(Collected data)

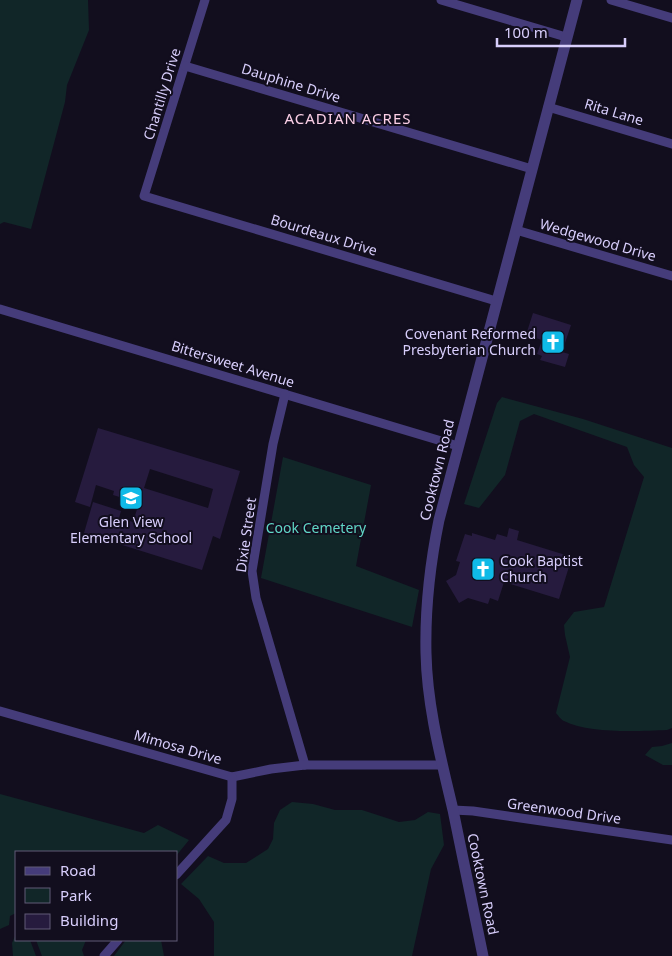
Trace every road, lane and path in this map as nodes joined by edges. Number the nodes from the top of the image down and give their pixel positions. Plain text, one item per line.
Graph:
1 (205, 0) edge
2 (441, 0) edge
3 (577, 0) edge
4 (611, 0) edge
5 (672, 18) edge
6 (566, 37) junction
7 (185, 66) junction
8 (548, 107) junction
9 (672, 144) edge
10 (532, 169) junction
11 (144, 196) joint
12 (516, 230) junction
13 (672, 276) edge
14 (496, 301) junction
15 (0, 309) edge
16 (285, 394) junction
17 (458, 446) junction
18 (0, 711) edge
19 (305, 765) junction
20 (442, 765) junction
21 (232, 777) junction
22 (453, 810) junction
23 (672, 840) edge
24 (178, 873) edge
25 (117, 941) edge
26 (104, 956) edge
27 (482, 956) edge

1 - 7 street, Chantilly Drive
2 - 6 street
3 - 6 street, Cooktown Road
4 - 5 street
6 - 8 street, Cooktown Road
7 - 10 street, Dauphine Drive
7 - 11 street, Chantilly Drive
8 - 9 street, Rita Lane
8 - 10 street, Cooktown Road
10 - 12 street, Cooktown Road
11 - 14 street, Bourdeaux Drive
12 - 13 street, Wedgewood Drive
12 - 14 street, Cooktown Road
14 - 17 street, Cooktown Road
15 - 16 street, Bittersweet Avenue
16 - 17 street, Bittersweet Avenue
16 - 19 street, Dixie Street
17 - 20 street, Cooktown Road
18 - 21 street, Mimosa Drive
19 - 20 street, Mimosa Drive
19 - 21 street, Mimosa Drive
20 - 22 street, Cooktown Road
21 - 24 street
22 - 23 street, Greenwood Drive
22 - 27 street, Cooktown Road
25 - 26 street

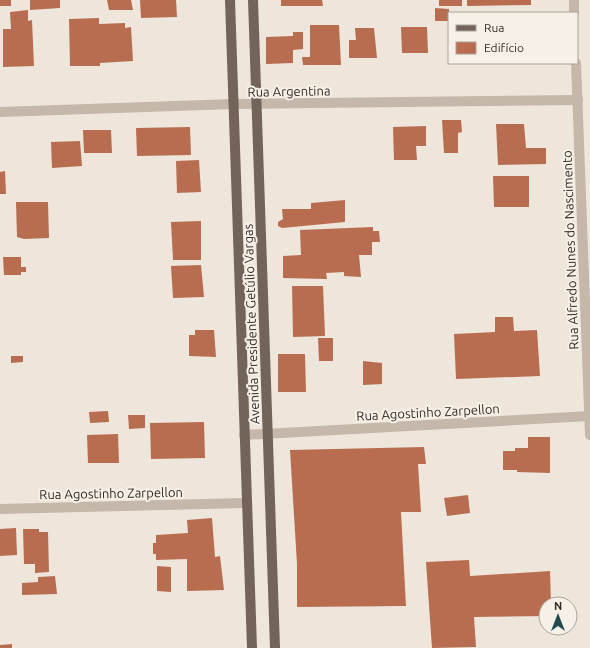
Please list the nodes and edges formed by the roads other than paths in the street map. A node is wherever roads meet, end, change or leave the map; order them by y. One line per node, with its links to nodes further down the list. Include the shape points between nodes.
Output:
1 (230, 0): 7 (main road, Avenida Presidente Getúlio Vargas)
2 (253, 0): 8 (main road, Avenida Presidente Getúlio Vargas)
3 (574, 0): 4 (street)
4 (574, 12)
5 (576, 64): 6 (street, Rua Alfredo Nunes do Nascimento)
6 (578, 100): 8 (street, Rua Argentina); 10 (street, Rua Alfredo Nunes do Nascimento)
7 (234, 104): 8 (street, Rua Argentina); 9 (street, Rua Argentina); 13 (main road, Avenida Presidente Getúlio Vargas)
8 (256, 104): 12 (main road, Avenida Presidente Getúlio Vargas)
9 (0, 112)
10 (589, 359): 11 (street, Rua Alfredo Nunes do Nascimento)
11 (590, 416): 12 (street, Rua Agostinho Zarpellon); 14 (street, Rua Alfredo Nunes do Nascimento)
12 (268, 434): 13 (street, Rua Agostinho Zarpellon); 18 (main road, Avenida Presidente Getúlio Vargas)
13 (244, 435): 15 (main road, Avenida Presidente Getúlio Vargas)
14 (590, 435)
15 (246, 503): 16 (street, Rua Agostinho Zarpellon); 17 (main road, Avenida Presidente Getúlio Vargas)
16 (0, 509)
17 (252, 648)
18 (276, 648)

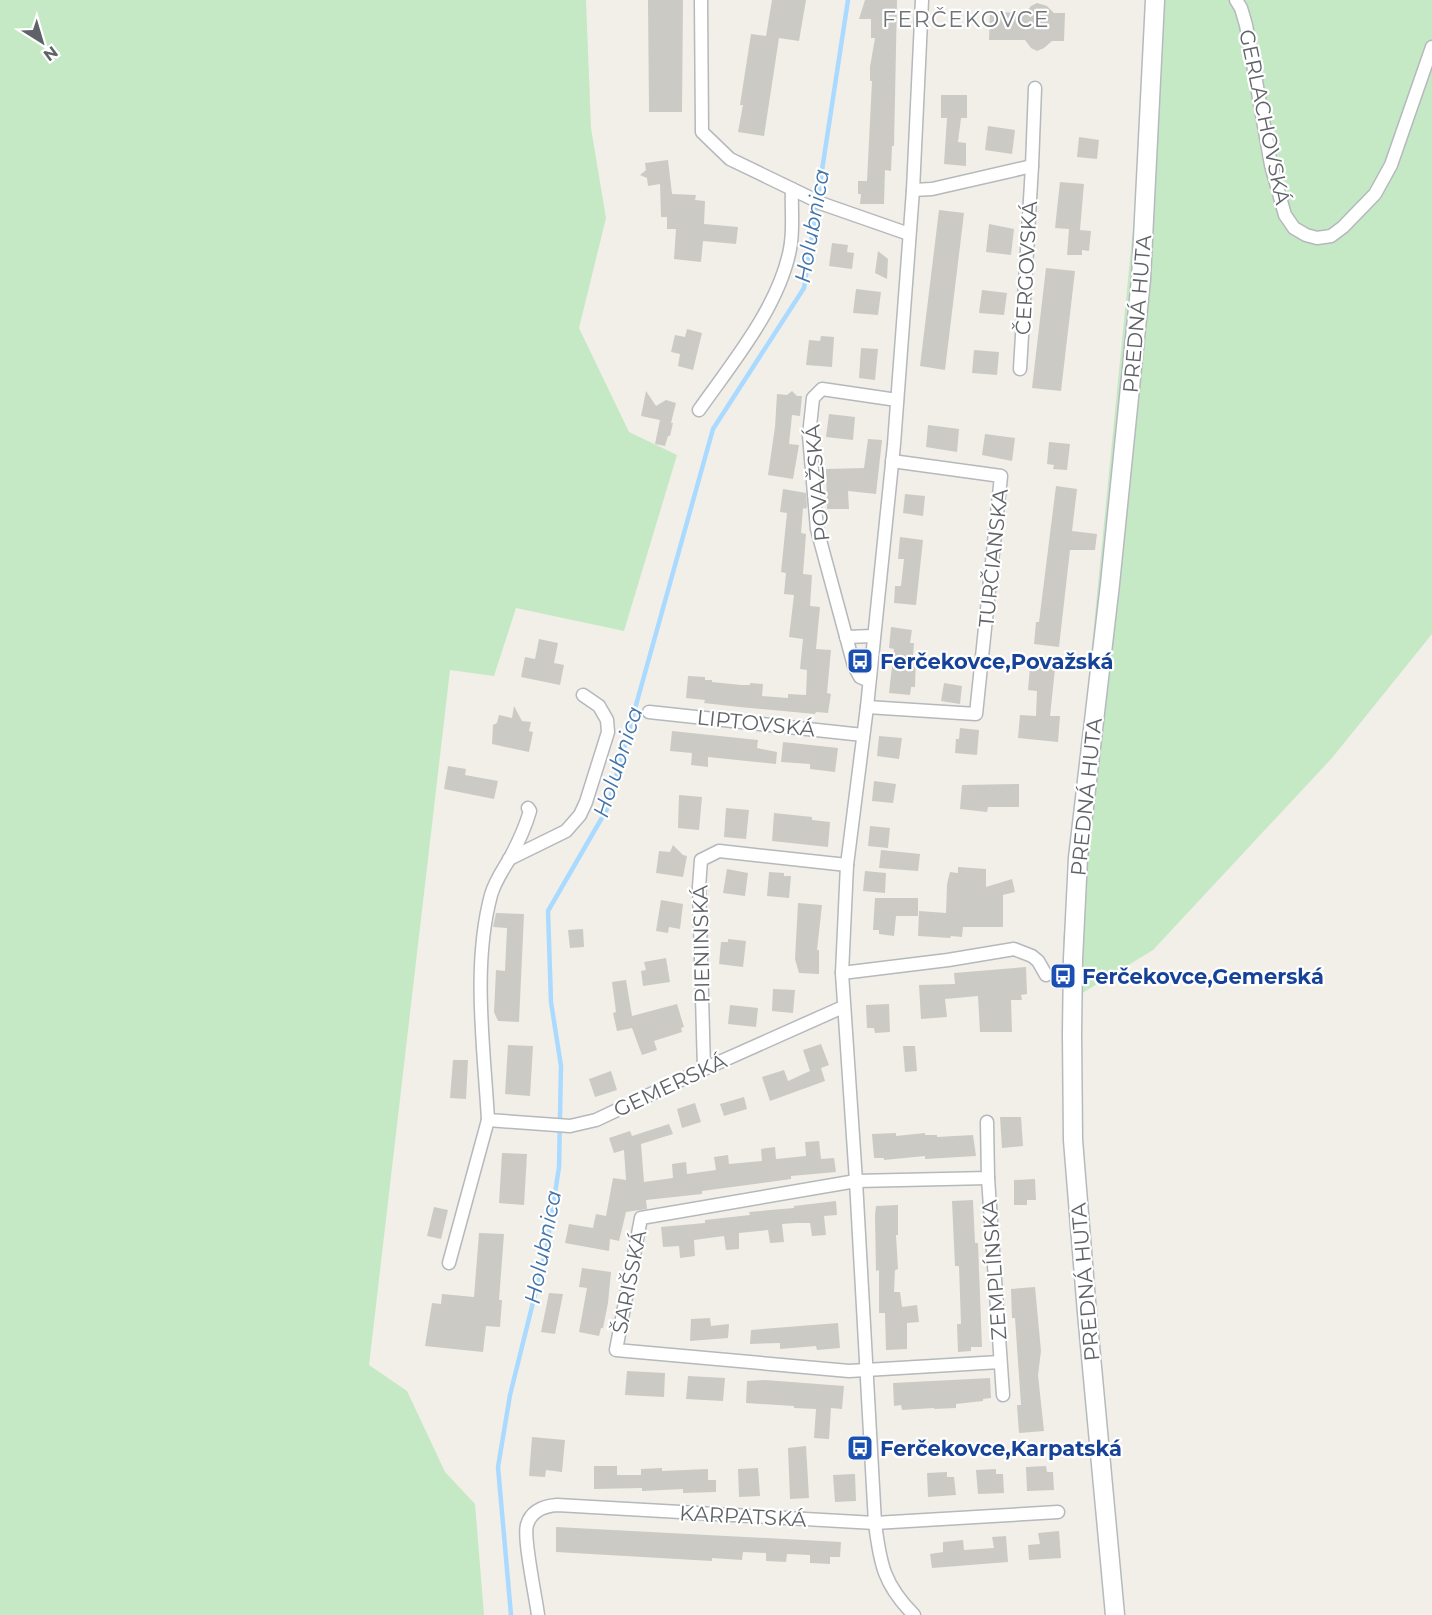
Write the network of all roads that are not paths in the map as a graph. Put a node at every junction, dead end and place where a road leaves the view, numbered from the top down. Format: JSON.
{"nodes":[{"id":1,"x":700,"y":0,"type":"edge"},
{"id":2,"x":922,"y":0,"type":"edge"},
{"id":3,"x":1155,"y":0,"type":"edge"},
{"id":4,"x":1236,"y":0,"type":"edge"},
{"id":5,"x":1432,"y":47,"type":"edge"},
{"id":6,"x":1035,"y":88,"type":"dead end"},
{"id":7,"x":1032,"y":166,"type":"junction"},
{"id":8,"x":913,"y":190,"type":"junction"},
{"id":9,"x":798,"y":191,"type":"junction"},
{"id":10,"x":909,"y":234,"type":"junction"},
{"id":11,"x":1020,"y":369,"type":"dead end"},
{"id":12,"x":897,"y":400,"type":"junction"},
{"id":13,"x":699,"y":410,"type":"dead end"},
{"id":14,"x":892,"y":461,"type":"junction"},
{"id":15,"x":873,"y":636,"type":"junction"},
{"id":16,"x":846,"y":637,"type":"junction"},
{"id":17,"x":869,"y":681,"type":"junction"},
{"id":18,"x":583,"y":695,"type":"dead end"},
{"id":19,"x":867,"y":707,"type":"junction"},
{"id":20,"x":649,"y":712,"type":"dead end"},
{"id":21,"x":863,"y":735,"type":"junction"},
{"id":22,"x":528,"y":808,"type":"dead end"},
{"id":23,"x":509,"y":859,"type":"junction"},
{"id":24,"x":847,"y":865,"type":"junction"},
{"id":25,"x":842,"y":973,"type":"junction"},
{"id":26,"x":1046,"y":975,"type":"dead end"},
{"id":27,"x":843,"y":1006,"type":"junction"},
{"id":28,"x":704,"y":1069,"type":"junction"},
{"id":29,"x":488,"y":1120,"type":"junction"},
{"id":30,"x":987,"y":1122,"type":"dead end"},
{"id":31,"x":988,"y":1178,"type":"junction"},
{"id":32,"x":856,"y":1181,"type":"junction"},
{"id":33,"x":448,"y":1263,"type":"dead end"},
{"id":34,"x":1000,"y":1362,"type":"junction"},
{"id":35,"x":866,"y":1370,"type":"junction"},
{"id":36,"x":1003,"y":1395,"type":"dead end"},
{"id":37,"x":1058,"y":1512,"type":"dead end"},
{"id":38,"x":875,"y":1523,"type":"junction"},
{"id":39,"x":538,"y":1615,"type":"edge"},
{"id":40,"x":914,"y":1615,"type":"edge"},
{"id":41,"x":1115,"y":1615,"type":"edge"}],
"edges":[{"from":1,"to":9,"type":"street"},
{"from":2,"to":8,"type":"street"},
{"from":3,"to":41,"type":"main road","name":"PREDNÁ HUTA"},
{"from":4,"to":5,"type":"street","name":"GERLACHOVSKÁ"},
{"from":6,"to":7,"type":"street","name":"ČERGOVSKÁ"},
{"from":7,"to":8,"type":"street"},
{"from":7,"to":11,"type":"street","name":"ČERGOVSKÁ"},
{"from":8,"to":10,"type":"street"},
{"from":9,"to":10,"type":"street"},
{"from":9,"to":13,"type":"street"},
{"from":10,"to":12,"type":"street"},
{"from":12,"to":14,"type":"street"},
{"from":12,"to":16,"type":"street","name":"POVAŽSKÁ"},
{"from":14,"to":15,"type":"street"},
{"from":14,"to":19,"type":"street","name":"TURČIANSKA"},
{"from":15,"to":16,"type":"street"},
{"from":15,"to":17,"type":"street"},
{"from":16,"to":17,"type":"street","name":"POVAŽSKÁ"},
{"from":17,"to":19,"type":"street"},
{"from":18,"to":23,"type":"street"},
{"from":19,"to":21,"type":"street"},
{"from":20,"to":21,"type":"street","name":"LIPTOVSKÁ"},
{"from":21,"to":24,"type":"street"},
{"from":22,"to":23,"type":"street"},
{"from":23,"to":29,"type":"street"},
{"from":24,"to":25,"type":"street"},
{"from":24,"to":28,"type":"street","name":"PIENINSKÁ"},
{"from":25,"to":26,"type":"street"},
{"from":25,"to":27,"type":"street"},
{"from":27,"to":28,"type":"street","name":"GEMERSKÁ"},
{"from":27,"to":32,"type":"street"},
{"from":28,"to":29,"type":"street","name":"GEMERSKÁ"},
{"from":29,"to":33,"type":"street"},
{"from":30,"to":31,"type":"street","name":"ZEMPLÍNSKA"},
{"from":31,"to":32,"type":"street"},
{"from":31,"to":34,"type":"street","name":"ZEMPLÍNSKA"},
{"from":32,"to":35,"type":"street"},
{"from":32,"to":35,"type":"street","name":"ŠARIŠSKÁ"},
{"from":34,"to":35,"type":"street","name":"ZEMPLÍNSKA"},
{"from":34,"to":36,"type":"street","name":"ZEMPLÍNSKA"},
{"from":35,"to":38,"type":"street"},
{"from":37,"to":38,"type":"street","name":"KARPATSKÁ"},
{"from":38,"to":39,"type":"street","name":"KARPATSKÁ"},
{"from":38,"to":40,"type":"street"}]}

### Exercise directions
Count the lines of the data above where the string "Argentina" shows up; reply with the number only.

### Result of this exercise
2